Saturday, May 30, 2009

Not much up in Northampton today but there's a five year old girl raised by dogs in Siberia

...or should I say I'm having a bout of agoraphobia and insomnia and haven't been out for a while to take stock of what's up in town. I'll venture out later and be back with a full report. Meanwhile, there's this girl raised by dogs in Siberia that seemed blogworthy. Read this, and tell me if you can figure out if her parents were also living in the house.

This is Natasha Mikhailova – the five-year-old who walks on all fours, laps up food and drink with her tongue and communicates by barking after being raised by dogs.
Natasha, who is only the size of a toddler, is thought to have never left the squalid, unheated three-room flat she lived in with her dad and grandparents.

Rescuers found her dressed in ripped and soiled clothes and surrounded by dogs and cats following a tip-off from concerned neighbours on Monday.

Police said: “For five years the girl was brought up by several dogs and cats and had never been out.”

One neighbour in the city of Chita, Siberia, said: “We didn’t know she existed. They have three vicious dogs they took for walks but we never saw this child.”

Natasha, nicknamed Mowgli after the Jungle Book character raised by animals, is now at a rehabilitation centre where specialists are shocked at the way she leaps at humans and plays dog games.

They say she is not mentally retarded, just starved of contact with humans – and shuns other children.

Centre boss Nina Yemelchugova said: “When I went out of the room she jumped at the door and started barking, not just mewing or something, but barking. She laps up food from the plate.”

Police chief Larisa Popova, one of the first to enter the flat, said: “Her father was not there, but the dogs sought to protect her. She was living in filthy conditions. We were almost knocked over by the stink.”

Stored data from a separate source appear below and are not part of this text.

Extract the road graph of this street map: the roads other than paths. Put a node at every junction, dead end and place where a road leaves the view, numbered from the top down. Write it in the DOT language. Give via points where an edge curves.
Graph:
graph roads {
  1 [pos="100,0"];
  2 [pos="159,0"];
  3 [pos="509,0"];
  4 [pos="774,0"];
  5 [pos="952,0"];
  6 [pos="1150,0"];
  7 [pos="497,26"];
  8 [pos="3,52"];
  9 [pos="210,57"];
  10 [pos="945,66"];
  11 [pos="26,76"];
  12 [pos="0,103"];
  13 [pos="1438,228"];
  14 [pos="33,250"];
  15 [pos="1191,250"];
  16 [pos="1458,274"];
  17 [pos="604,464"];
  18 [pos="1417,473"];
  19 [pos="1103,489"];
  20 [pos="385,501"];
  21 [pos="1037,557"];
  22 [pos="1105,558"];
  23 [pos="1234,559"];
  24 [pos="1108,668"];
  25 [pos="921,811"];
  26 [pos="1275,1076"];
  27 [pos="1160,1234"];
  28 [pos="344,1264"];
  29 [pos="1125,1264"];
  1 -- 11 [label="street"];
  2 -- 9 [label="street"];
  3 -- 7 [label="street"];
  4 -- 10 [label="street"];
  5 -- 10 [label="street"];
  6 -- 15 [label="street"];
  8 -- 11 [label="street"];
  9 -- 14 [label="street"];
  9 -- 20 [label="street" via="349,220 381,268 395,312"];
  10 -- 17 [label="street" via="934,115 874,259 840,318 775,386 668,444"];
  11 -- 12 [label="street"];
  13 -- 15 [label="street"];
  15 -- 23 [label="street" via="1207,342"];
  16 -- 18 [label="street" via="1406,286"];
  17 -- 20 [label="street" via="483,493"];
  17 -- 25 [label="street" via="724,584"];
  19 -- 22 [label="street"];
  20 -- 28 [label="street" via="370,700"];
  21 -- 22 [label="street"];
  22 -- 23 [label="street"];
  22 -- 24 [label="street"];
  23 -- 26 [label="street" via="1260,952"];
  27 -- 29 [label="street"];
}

Dad Victor Lozhkin, 27, and mum Yana Mikhailova, 25, who has had no contact with Natasha for two years, have been arrested on suspicion of neglect. They could face three years in jail.

Natasha’s case is the latest in a number of feral children in the former Soviet Union. In 2004 Andrei Tolstyk, seven, was found living with dogs in Siberia after being abandoned at three months. Like Natasha, he adopted traits including walking on all fours.